Look through the lines of the material and count those containing "this". Give that count alone.

--- Extracted information ---
((

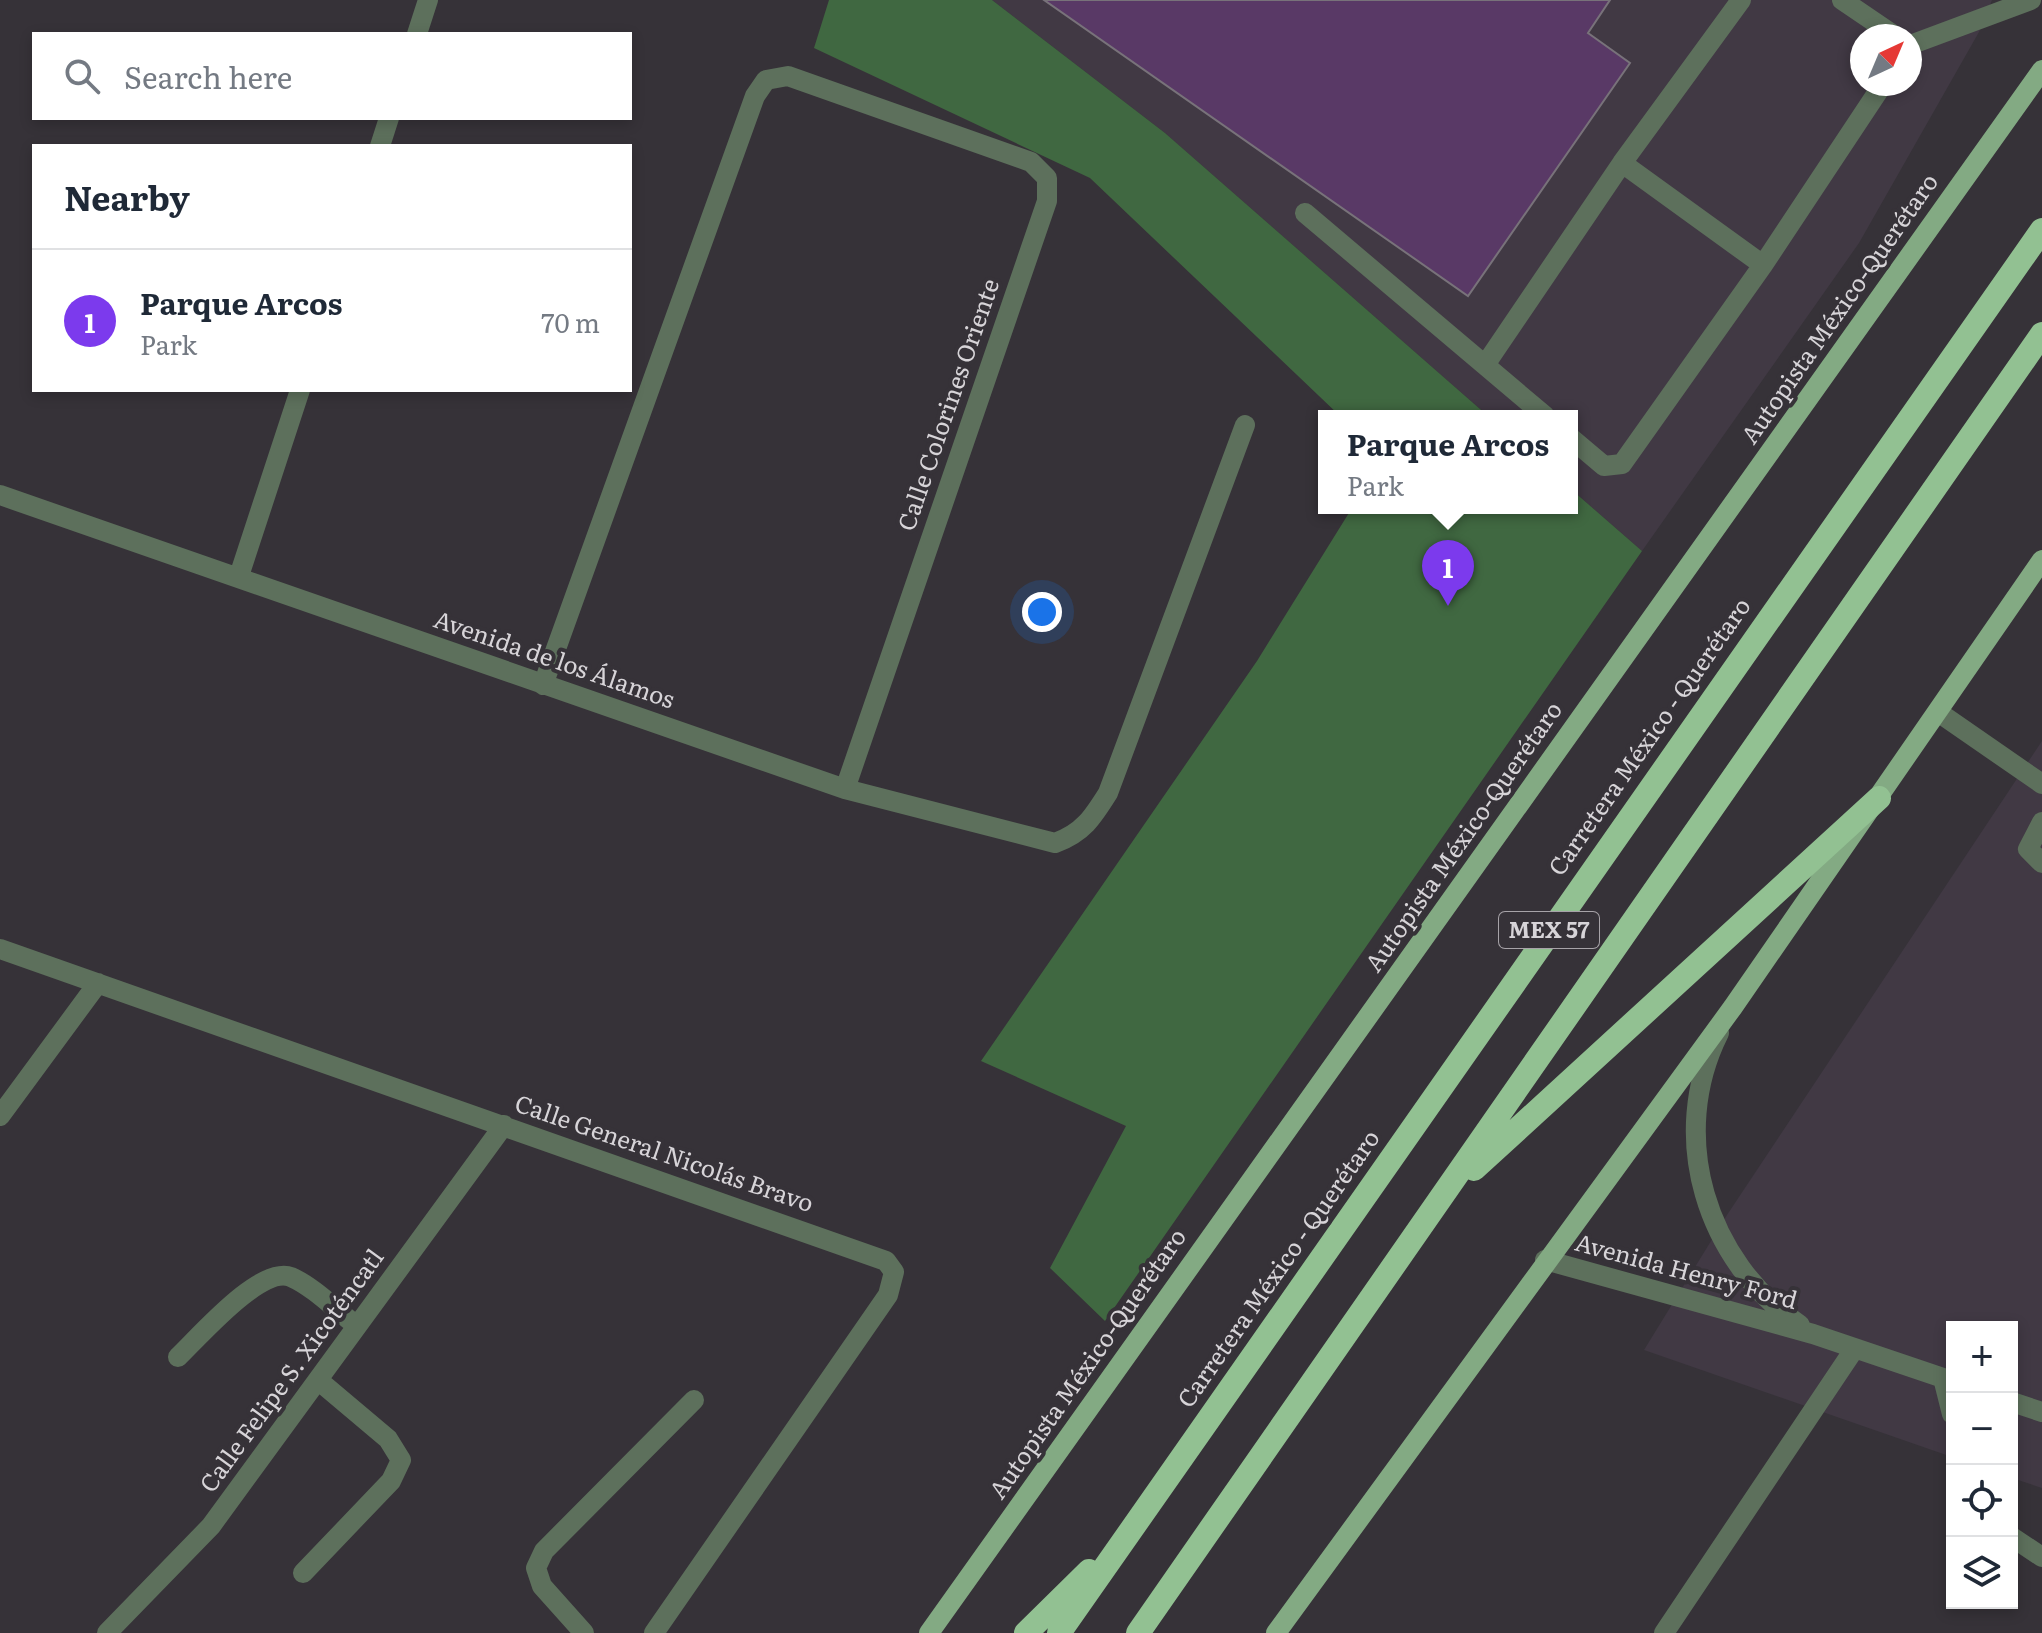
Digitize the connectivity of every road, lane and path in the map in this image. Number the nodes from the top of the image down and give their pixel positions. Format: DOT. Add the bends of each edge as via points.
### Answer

))
((

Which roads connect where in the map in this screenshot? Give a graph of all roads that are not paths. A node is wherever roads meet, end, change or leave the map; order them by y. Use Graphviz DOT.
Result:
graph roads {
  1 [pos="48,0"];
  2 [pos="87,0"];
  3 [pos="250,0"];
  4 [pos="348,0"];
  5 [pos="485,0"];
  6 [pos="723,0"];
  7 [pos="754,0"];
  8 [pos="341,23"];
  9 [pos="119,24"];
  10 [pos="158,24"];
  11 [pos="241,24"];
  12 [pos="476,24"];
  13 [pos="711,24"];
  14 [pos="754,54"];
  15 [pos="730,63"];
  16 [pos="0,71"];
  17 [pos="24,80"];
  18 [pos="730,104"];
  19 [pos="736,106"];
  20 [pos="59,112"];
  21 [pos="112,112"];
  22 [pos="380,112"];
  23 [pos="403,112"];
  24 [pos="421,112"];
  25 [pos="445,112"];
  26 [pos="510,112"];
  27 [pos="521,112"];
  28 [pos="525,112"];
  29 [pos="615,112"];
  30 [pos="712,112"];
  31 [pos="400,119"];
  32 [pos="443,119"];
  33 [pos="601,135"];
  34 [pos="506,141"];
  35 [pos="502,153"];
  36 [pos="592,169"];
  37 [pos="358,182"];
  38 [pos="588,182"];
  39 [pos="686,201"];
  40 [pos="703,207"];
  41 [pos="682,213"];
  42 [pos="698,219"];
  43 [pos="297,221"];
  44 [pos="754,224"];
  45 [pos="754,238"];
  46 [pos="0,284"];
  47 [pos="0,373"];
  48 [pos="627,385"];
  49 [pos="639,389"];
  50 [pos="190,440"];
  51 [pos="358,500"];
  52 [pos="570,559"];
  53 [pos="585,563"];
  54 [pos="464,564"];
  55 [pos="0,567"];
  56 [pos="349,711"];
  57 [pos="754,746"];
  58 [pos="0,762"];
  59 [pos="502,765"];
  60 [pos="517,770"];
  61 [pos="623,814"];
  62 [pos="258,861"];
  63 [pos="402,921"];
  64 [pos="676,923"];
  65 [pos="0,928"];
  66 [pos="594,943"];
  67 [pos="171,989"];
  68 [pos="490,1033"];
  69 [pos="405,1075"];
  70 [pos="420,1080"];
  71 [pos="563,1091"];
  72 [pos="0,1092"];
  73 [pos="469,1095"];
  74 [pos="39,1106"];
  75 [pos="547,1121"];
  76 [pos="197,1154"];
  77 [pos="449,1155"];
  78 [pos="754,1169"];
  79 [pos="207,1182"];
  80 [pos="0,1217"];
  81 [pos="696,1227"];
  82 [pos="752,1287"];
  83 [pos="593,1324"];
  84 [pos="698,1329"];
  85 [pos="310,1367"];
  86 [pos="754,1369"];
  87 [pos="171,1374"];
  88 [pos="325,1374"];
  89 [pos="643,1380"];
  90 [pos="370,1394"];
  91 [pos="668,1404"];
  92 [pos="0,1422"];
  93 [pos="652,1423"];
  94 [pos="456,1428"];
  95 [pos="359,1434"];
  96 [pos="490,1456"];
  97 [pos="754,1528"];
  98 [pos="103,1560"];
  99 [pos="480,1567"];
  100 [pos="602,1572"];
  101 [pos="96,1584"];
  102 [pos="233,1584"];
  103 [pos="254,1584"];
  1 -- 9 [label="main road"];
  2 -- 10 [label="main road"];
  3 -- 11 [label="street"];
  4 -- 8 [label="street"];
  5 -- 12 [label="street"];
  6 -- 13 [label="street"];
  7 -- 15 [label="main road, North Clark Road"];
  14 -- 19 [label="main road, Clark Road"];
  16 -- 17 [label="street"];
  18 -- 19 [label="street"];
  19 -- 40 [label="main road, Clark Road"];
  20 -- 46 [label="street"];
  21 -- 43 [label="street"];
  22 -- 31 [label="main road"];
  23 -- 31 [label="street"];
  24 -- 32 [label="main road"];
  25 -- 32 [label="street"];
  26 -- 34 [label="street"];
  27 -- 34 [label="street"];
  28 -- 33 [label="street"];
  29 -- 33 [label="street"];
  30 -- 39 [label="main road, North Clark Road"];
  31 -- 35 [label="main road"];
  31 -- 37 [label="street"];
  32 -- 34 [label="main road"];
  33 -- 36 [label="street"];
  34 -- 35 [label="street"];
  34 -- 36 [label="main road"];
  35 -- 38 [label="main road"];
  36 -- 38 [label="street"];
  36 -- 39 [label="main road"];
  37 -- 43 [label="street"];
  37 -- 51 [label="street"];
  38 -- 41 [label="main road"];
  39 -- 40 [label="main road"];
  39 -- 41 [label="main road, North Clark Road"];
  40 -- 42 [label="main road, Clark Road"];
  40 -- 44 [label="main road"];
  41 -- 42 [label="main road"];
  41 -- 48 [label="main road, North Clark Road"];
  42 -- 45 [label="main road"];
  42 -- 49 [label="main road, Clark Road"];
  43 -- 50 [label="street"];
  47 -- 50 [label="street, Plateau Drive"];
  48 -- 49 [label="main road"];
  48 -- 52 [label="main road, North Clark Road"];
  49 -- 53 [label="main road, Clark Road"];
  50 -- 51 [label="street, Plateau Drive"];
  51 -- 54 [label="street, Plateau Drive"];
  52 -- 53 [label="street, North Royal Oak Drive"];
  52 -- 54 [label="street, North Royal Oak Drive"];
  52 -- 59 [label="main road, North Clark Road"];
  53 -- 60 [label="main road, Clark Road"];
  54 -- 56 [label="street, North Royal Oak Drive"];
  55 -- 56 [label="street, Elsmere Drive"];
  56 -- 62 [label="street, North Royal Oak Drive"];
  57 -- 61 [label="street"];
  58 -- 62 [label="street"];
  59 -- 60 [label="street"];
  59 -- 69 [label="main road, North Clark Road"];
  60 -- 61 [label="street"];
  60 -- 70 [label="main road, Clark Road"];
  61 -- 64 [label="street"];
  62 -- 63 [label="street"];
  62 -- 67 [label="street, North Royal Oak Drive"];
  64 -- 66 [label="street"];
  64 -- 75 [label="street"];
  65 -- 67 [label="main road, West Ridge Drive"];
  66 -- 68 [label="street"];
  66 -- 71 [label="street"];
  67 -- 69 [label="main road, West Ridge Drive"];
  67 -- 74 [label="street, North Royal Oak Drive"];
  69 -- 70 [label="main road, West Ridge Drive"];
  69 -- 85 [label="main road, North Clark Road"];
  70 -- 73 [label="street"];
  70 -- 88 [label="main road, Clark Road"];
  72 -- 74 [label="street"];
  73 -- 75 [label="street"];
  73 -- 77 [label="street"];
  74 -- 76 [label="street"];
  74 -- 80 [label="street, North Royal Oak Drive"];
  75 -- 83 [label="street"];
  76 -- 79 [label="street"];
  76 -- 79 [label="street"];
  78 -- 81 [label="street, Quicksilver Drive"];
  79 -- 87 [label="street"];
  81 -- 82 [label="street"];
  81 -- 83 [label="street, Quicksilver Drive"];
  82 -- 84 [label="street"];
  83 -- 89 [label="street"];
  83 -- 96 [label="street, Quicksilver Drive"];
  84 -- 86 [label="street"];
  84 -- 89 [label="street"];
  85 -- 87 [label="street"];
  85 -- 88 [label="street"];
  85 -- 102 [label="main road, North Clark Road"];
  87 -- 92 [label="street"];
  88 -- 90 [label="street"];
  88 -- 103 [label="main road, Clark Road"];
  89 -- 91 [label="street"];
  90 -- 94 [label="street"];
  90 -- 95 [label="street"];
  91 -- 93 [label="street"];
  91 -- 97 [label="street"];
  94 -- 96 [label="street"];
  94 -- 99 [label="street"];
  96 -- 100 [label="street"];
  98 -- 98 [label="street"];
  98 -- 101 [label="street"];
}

))

--- Exercise output ---
2